ICFJ Knight Roundup: ANCIR Investigates Africans Named in Panama Papers

Apr 82016

As part of the Knight International Media Innovators blog, the ICFJ Knight team will round up stories focused on how their fellows are making an impact in the field. Find out more about the fellows' projects by clicking here.

Africans named in leaked documents probed by ANCIR, Kenyan initiative fact-checks financial news and more from the Knight Fellows in this week’s roundup.

ANCIR plays key role in #PanamaPapers investigation

The African Network of Centers for Investigative Reporting (ANCIR) was part of a global consortium of media partners that produced the groundbreaking Panama Papers project that exposed the hidden financial dealings of high-level officials and executives around the world. More than 100 media partners collaborated on the yearlong project, analyzing a historic leak of 11.5 million files. ANCIR, an ICFJ partner, led the coordination of newsrooms in 11 African countries to produce a series of stories about the African people and companies named in the leaked materials. ANCIR was founded by ICFJ Knight Fellow Justin Arenstein, who serves as a director along with ICFJ Knight Fellow Chris Roper.

BBC Newsday interviewed ANCIR investigative editor Khadija Sharife about the leak. “We have to ask why they want to hide this, and what effect does this have on development and political economy of countries like South Africa and Ghana and the DRC, people who need the money for their health and waste sanitation and infrastructure,” she said.

New Kenyan initiative fact-checks budgetary and financial news

ICFJ Knight Fellow Catherine Gicheru and Code for Kenya, in partnership with the International Budget Partnership - Kenya, launched PesaCheck, the country’s first media-focused fact-checking service. The initiative will evaluate financial claims made by the media and public figures and then create infographics and data visualizations to explain the complex issues at play. In the project’s first fact check blog post, PesaCheck fellow Leo Mutuku evaluated claims about the amount of money needed to fund local governments in Kenya.

Chicas Poderosas founder strives for global empowerment of female journalists

Former ICFJ Knight Fellow Mariana Santos is profiled in The Tempest, a media company run by millennial women. Santos founded Chicas Poderosas, which is Spanish for “powerful women," during her ICFJ Knight Fellowship to bring more women into news technology and leadership. She told The Tempest, “We are giving voice to the underrepresented stories and women, and we’re helping women up the ladder of leadership, management and entrepreneurship.”

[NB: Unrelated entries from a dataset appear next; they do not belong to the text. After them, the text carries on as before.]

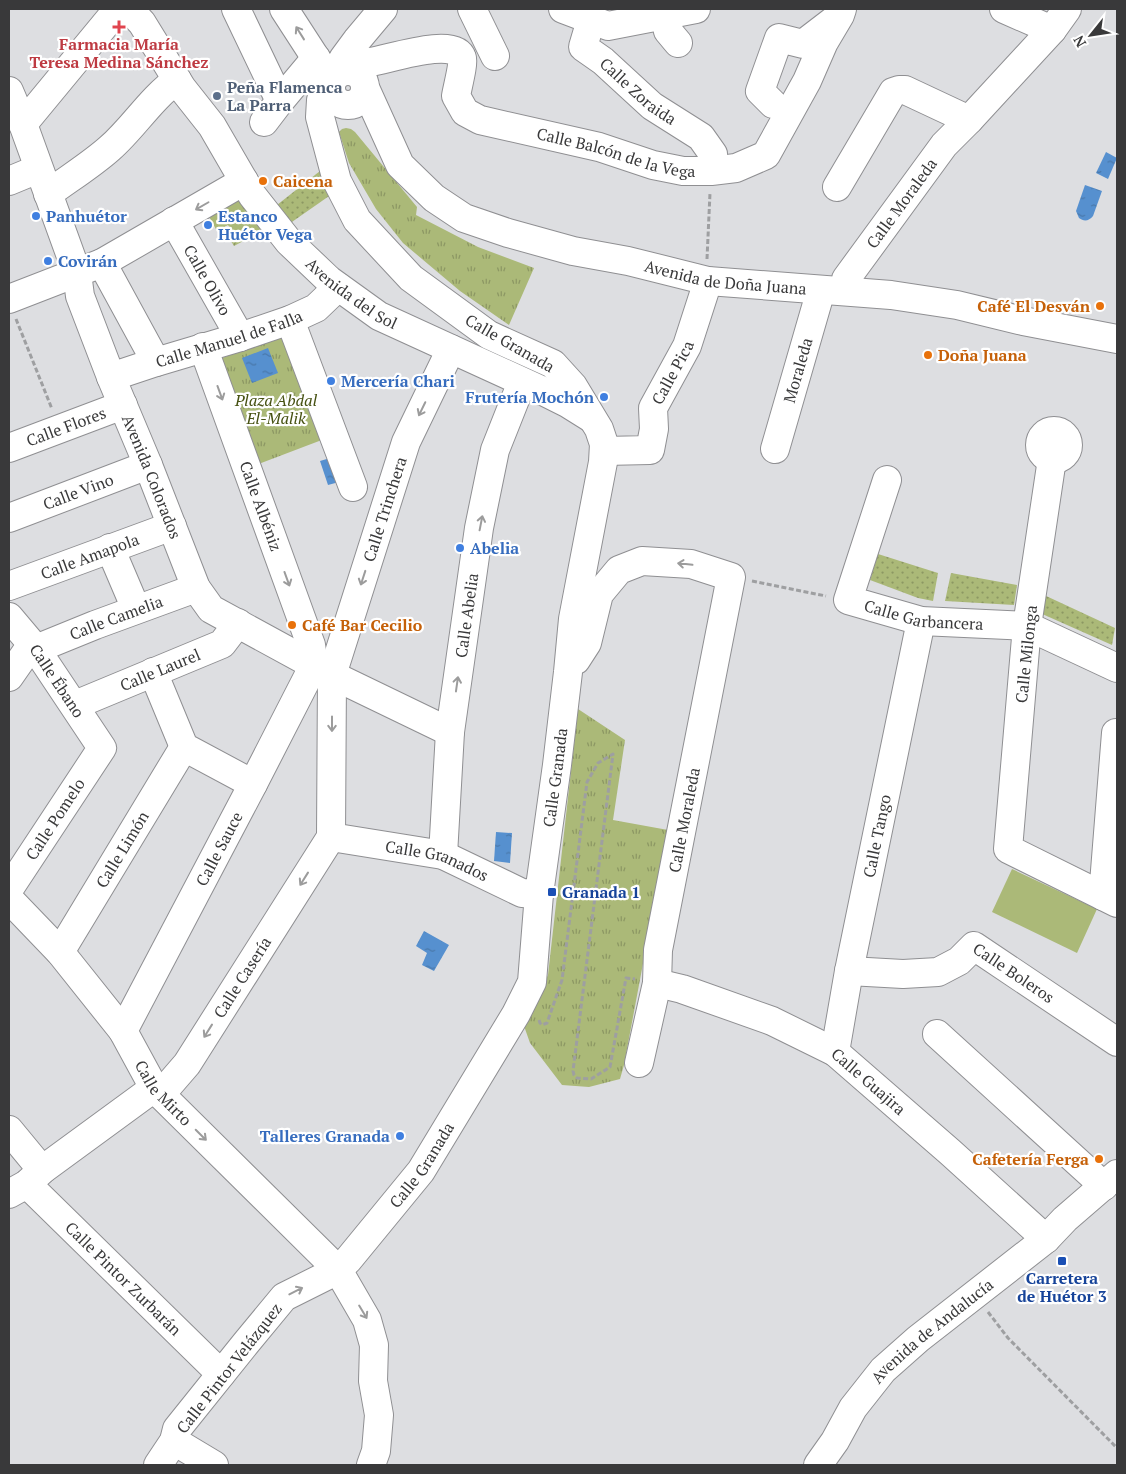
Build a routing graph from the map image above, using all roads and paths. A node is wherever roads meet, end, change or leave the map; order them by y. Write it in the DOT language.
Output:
graph roads {
  1 [pos="118,9"];
  2 [pos="129,9"];
  3 [pos="236,9"];
  4 [pos="284,9"];
  5 [pos="472,9"];
  6 [pos="563,9"];
  7 [pos="696,9"];
  8 [pos="1004,9"];
  9 [pos="1067,9"];
  10 [pos="379,11"];
  11 [pos="841,12"];
  12 [pos="664,15"];
  13 [pos="591,20"];
  14 [pos="1052,30"];
  15 [pos="678,43"];
  16 [pos="494,56"];
  17 [pos="177,80"];
  18 [pos="347,82"];
  19 [pos="774,104"];
  20 [pos="14,107"];
  21 [pos="969,120"];
  22 [pos="712,163"];
  23 [pos="38,169"];
  24 [pos="9,181"];
  25 [pos="244,181"];
  26 [pos="836,187"];
  27 [pos="48,194"];
  28 [pos="174,221"];
  29 [pos="89,268"];
  30 [pos="707,273"];
  31 [pos="338,287"];
  32 [pos="833,290"];
  33 [pos="11,305"];
  34 [pos="290,320"];
  35 [pos="240,337"];
  36 [pos="1117,339"];
  37 [pos="203,347"];
  38 [pos="451,349"];
  39 [pos="156,362"];
  40 [pos="111,378"];
  41 [pos="522,382"];
  42 [pos="123,405"];
  43 [pos="594,420"];
  44 [pos="60,428"];
  45 [pos="9,448"];
  46 [pos="775,449"];
  47 [pos="604,451"];
  48 [pos="1052,459"];
  49 [pos="148,465"];
  50 [pos="887,480"];
  51 [pos="353,487"];
  52 [pos="9,518"];
  53 [pos="172,526"];
  54 [pos="110,548"];
  55 [pos="731,577"];
  56 [pos="9,586"];
  57 [pos="196,588"];
  58 [pos="848,600"];
  59 [pos="136,609"];
  60 [pos="9,617"];
  61 [pos="921,621"];
  62 [pos="238,624"];
  63 [pos="1027,626"];
  64 [pos="34,646"];
  65 [pos="1117,668"];
  66 [pos="323,670"];
  67 [pos="153,672"];
  68 [pos="568,672"];
  69 [pos="9,676"];
  70 [pos="75,705"];
  71 [pos="450,732"];
  72 [pos="1116,733"];
  73 [pos="184,746"];
  74 [pos="102,748"];
  75 [pos="253,784"];
  76 [pos="331,837"];
  77 [pos="443,855"];
  78 [pos="9,889"];
  79 [pos="539,894"];
  80 [pos="9,899"];
  81 [pos="1110,900"];
  82 [pos="60,952"];
  83 [pos="849,971"];
  84 [pos="626,978"];
  85 [pos="657,983"];
  86 [pos="540,1011"];
  87 [pos="123,1031"];
  88 [pos="937,1034"];
  89 [pos="1117,1042"];
  90 [pos="835,1052"];
  91 [pos="639,1063"];
  92 [pos="154,1088"];
  93 [pos="9,1130"];
  94 [pos="26,1182"];
  95 [pos="1113,1184"];
  96 [pos="1046,1240"];
  97 [pos="338,1270"];
  98 [pos="974,1294"];
  99 [pos="222,1374"];
  100 [pos="174,1441"];
  101 [pos="1117,1448"];
  102 [pos="832,1453"];
  103 [pos="158,1465"];
  104 [pos="214,1465"];
  105 [pos="371,1465"];
  106 [pos="818,1465"];
  1 -- 20 [label="street"];
  2 -- 17 [label="street, Avenida del Sol"];
  3 -- 18 [label="street"];
  18 -- 4 [label="street, one-way"];
  5 -- 16 [label="street"];
  6 -- 13 [label="street"];
  7 -- 12 [label="street"];
  8 -- 14 [label="street"];
  9 -- 14 [label="street, Calle Moraleda"];
  10 -- 18 [label="street, Calle Granada"];
  11 -- 19 [label="street, Calle Balcón de la Vega"];
  11 -- 22 [label="street, Calle Balcón de la Vega"];
  12 -- 13 [label="street"];
  12 -- 15 [label="street"];
  13 -- 22 [label="street, Calle Zoraida"];
  14 -- 21 [label="street, Calle Moraleda"];
  17 -- 25 [label="street, Avenida del Sol"];
  17 -- 27 [label="street"];
  18 -- 22 [label="street, Calle Balcón de la Vega"];
  18 -- 30 [label="street, Avenida de Doña Juana"];
  18 -- 43 [label="street, Calle Granada"];
  20 -- 23 [label="street, Avenida Colorados"];
  21 -- 26 [label="street"];
  21 -- 32 [label="street, Calle Moraleda"];
  22 -- 30 [label="path"];
  23 -- 24 [label="street"];
  23 -- 27 [label="street, Avenida Colorados"];
  25 -- 28 [label="street, one-way"];
  25 -- 31 [label="street, Avenida del Sol"];
  27 -- 29 [label="street, Avenida Colorados"];
  28 -- 29 [label="street"];
  28 -- 35 [label="street, Calle Olivo"];
  29 -- 33 [label="street"];
  29 -- 39 [label="street"];
  29 -- 40 [label="street, Avenida Colorados"];
  30 -- 32 [label="street, Avenida de Doña Juana"];
  30 -- 47 [label="street, Calle Pica"];
  31 -- 34 [label="street, Calle Manuel de Falla"];
  31 -- 38 [label="street, Avenida del Sol"];
  32 -- 36 [label="street, Avenida de Doña Juana"];
  32 -- 46 [label="street, Moraleda"];
  33 -- 44 [label="path"];
  34 -- 35 [label="street, Calle Manuel de Falla"];
  34 -- 51 [label="street"];
  35 -- 37 [label="street, Calle Manuel de Falla"];
  37 -- 39 [label="street, Calle Manuel de Falla"];
  37 -- 66 [label="street, Calle Albéniz, one-way"];
  38 -- 41 [label="street, Avenida del Sol"];
  38 -- 66 [label="street, Calle Trinchera, one-way"];
  39 -- 40 [label="street, Calle Manuel de Falla"];
  40 -- 42 [label="street, Avenida Colorados"];
  41 -- 43 [label="street, Avenida del Sol"];
  71 -- 41 [label="street, Calle Abelia, one-way"];
  42 -- 44 [label="street, Calle Flores"];
  42 -- 49 [label="street, Avenida Colorados"];
  43 -- 47 [label="street, Calle Granada"];
  44 -- 45 [label="street, Calle Flores"];
  47 -- 68 [label="street, Calle Granada"];
  48 -- 63 [label="street, Calle Milonga"];
  49 -- 52 [label="street, Calle Vino"];
  49 -- 53 [label="street, Avenida Colorados"];
  50 -- 58 [label="street, Calle Garbancera"];
  53 -- 54 [label="street, Calle Amapola"];
  53 -- 57 [label="street, Avenida Colorados"];
  54 -- 56 [label="street, Calle Amapola"];
  54 -- 59 [label="street"];
  55 -- 58 [label="path"];
  55 -- 68 [label="street, one-way"];
  55 -- 85 [label="street, Calle Moraleda"];
  57 -- 59 [label="street, Calle Camelia"];
  57 -- 62 [label="street, Avenida Colorados"];
  58 -- 61 [label="street, Calle Garbancera"];
  59 -- 64 [label="street, Calle Camelia"];
  60 -- 64 [label="street, Calle Ébano"];
  61 -- 63 [label="street, Calle Garbancera"];
  61 -- 83 [label="street, Calle Tango"];
  62 -- 66 [label="street, Avenida Colorados"];
  62 -- 67 [label="street, Calle Laurel"];
  63 -- 65 [label="street, Calle Garbancera"];
  63 -- 81 [label="street, Calle Milonga"];
  64 -- 69 [label="street"];
  64 -- 70 [label="street, Calle Ébano"];
  66 -- 71 [label="street, Avenida Colorados"];
  66 -- 75 [label="street, Calle Sauce"];
  66 -- 76 [label="street, one-way"];
  67 -- 70 [label="street, Calle Laurel"];
  67 -- 73 [label="street"];
  68 -- 79 [label="street, Calle Granada"];
  70 -- 74 [label="street, Calle Ébano"];
  71 -- 77 [label="street, Calle Abelia"];
  72 -- 81 [label="street"];
  73 -- 75 [label="street"];
  73 -- 82 [label="street, Calle Limón"];
  74 -- 78 [label="street, Calle Pomelo"];
  75 -- 87 [label="street, Calle Sauce"];
  76 -- 77 [label="street, Calle Granados"];
  76 -- 92 [label="street, Calle Casería, one-way"];
  77 -- 79 [label="street, Calle Granados"];
  79 -- 97 [label="street, Calle Granada"];
  80 -- 82 [label="street, Calle Mirto"];
  82 -- 87 [label="street, Calle Mirto"];
  83 -- 89 [label="street, Calle Boleros"];
  83 -- 90 [label="street, Calle Tango"];
  84 -- 86 [label="path"];
  85 -- 90 [label="street, Calle Guajira"];
  85 -- 91 [label="street, Calle Moraleda"];
  87 -- 92 [label="street, Calle Mirto"];
  88 -- 95 [label="street, Avenida de Andalucía"];
  90 -- 96 [label="street, Calle Guajira"];
  92 -- 94 [label="street, Calle Casería"];
  92 -- 97 [label="street, Calle Mirto, one-way"];
  93 -- 94 [label="street, Calle Pintor Zurbarán"];
  94 -- 99 [label="street, Calle Pintor Zurbarán"];
  95 -- 96 [label="street, Avenida de Andalucía"];
  96 -- 98 [label="street, Avenida de Andalucía"];
  99 -- 97 [label="street, Calle Pintor Velázquez, one-way"];
  97 -- 105 [label="street, one-way"];
  98 -- 101 [label="path"];
  98 -- 102 [label="street, Avenida de Andalucía"];
  99 -- 100 [label="street, Calle Pintor Velázquez"];
  100 -- 103 [label="street, Calle Pintor Velázquez"];
  100 -- 104 [label="street"];
  102 -- 106 [label="street, Avenida de Andalucía"];
}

Census tool helps South African journalists reveal “forgotten” communities

An investigation by Code for South Africa’s Data Journalism Academy students found thousands of people living in 97 informal settlements in Cape Town, South Africa, that were not counted in the most recent census. The students reported the story of these “forgotten” people in an article published by IOL, a South African online news site. They used Wazimap, an updated version of Census Reporter developed by Code for South Africa, to visualize demographic data about a ward that includes one of the informal settlements.

What happened to one of Pakistan’s most powerful political parties?

The Express Tribune Labs team tries to answer this question in “Ground [Nine] Zero,” a five-part multimedia project on the fall of the once-dominant Muttahida Qaumi Movement. This project builds on the recent work of ICFJ Knight Fellow Shaheryar Popalzai to help journalists at The Express Tribune, one of Pakistan’s largest daily newspapers, get started with multimedia and data reporting, and create a CMS capable of publishing their longer-form, interactive stories.

Code for South Africa hacks for water

Code for South Africa hosted a hackathon as part of a nationwide #Hack4Water challenge to address South Africa’s growing water shortage crisis. According to a Code for South Africa blog post, participants worked on projects relating to four water issues: the cost of water, what will happen if South Africa runs out of water, where does my water come from and how to compare water usage over time and among neighbors. Each of the teams will submit a video about its project to the National Water Challenge, an initiative sponsored by the Department of Water and Sanitation and the Open Government Partnership South Africa.

This post was also published on IJNet, which is produced by ICFJ.

Main image CC-licensed by Flickr via Kathie M Ceballos L.